**Exercise description:** Whenever a line in the data below includes the string "index", copy it out.

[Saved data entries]
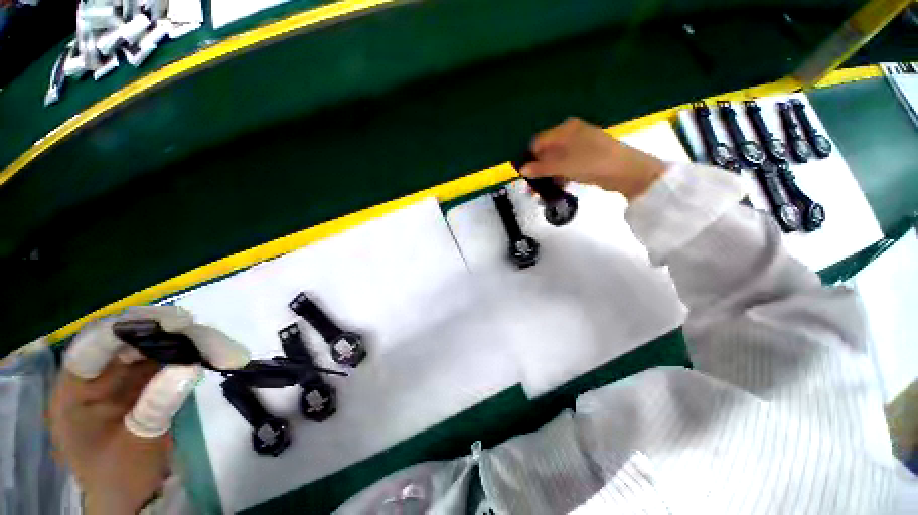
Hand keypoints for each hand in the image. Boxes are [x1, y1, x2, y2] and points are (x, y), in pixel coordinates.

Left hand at [49, 306, 248, 513]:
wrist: (133, 495)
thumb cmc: (122, 476)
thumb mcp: (136, 445)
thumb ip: (156, 406)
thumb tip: (188, 366)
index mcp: (75, 388)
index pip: (94, 345)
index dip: (129, 329)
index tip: (174, 323)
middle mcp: (97, 373)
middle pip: (131, 337)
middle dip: (172, 333)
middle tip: (209, 338)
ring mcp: (122, 374)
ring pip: (156, 343)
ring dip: (190, 342)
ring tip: (225, 350)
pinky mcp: (145, 378)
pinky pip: (169, 356)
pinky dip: (193, 353)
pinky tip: (216, 355)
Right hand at [520, 118, 667, 199]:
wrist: (625, 171)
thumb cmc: (591, 162)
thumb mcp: (562, 165)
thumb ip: (540, 168)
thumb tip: (522, 170)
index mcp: (565, 129)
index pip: (538, 142)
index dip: (530, 158)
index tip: (525, 175)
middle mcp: (571, 135)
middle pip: (547, 152)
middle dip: (537, 171)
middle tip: (531, 188)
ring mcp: (580, 147)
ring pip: (556, 162)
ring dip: (547, 177)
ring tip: (541, 194)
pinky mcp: (586, 159)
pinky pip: (567, 167)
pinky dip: (560, 177)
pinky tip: (556, 189)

**Written solution:**
index mcp: (75, 388)
index pip: (94, 345)
index dip: (129, 329)
index tip: (174, 323)
index mcp: (565, 129)
index pip: (538, 142)
index dip: (530, 158)
index tip: (525, 175)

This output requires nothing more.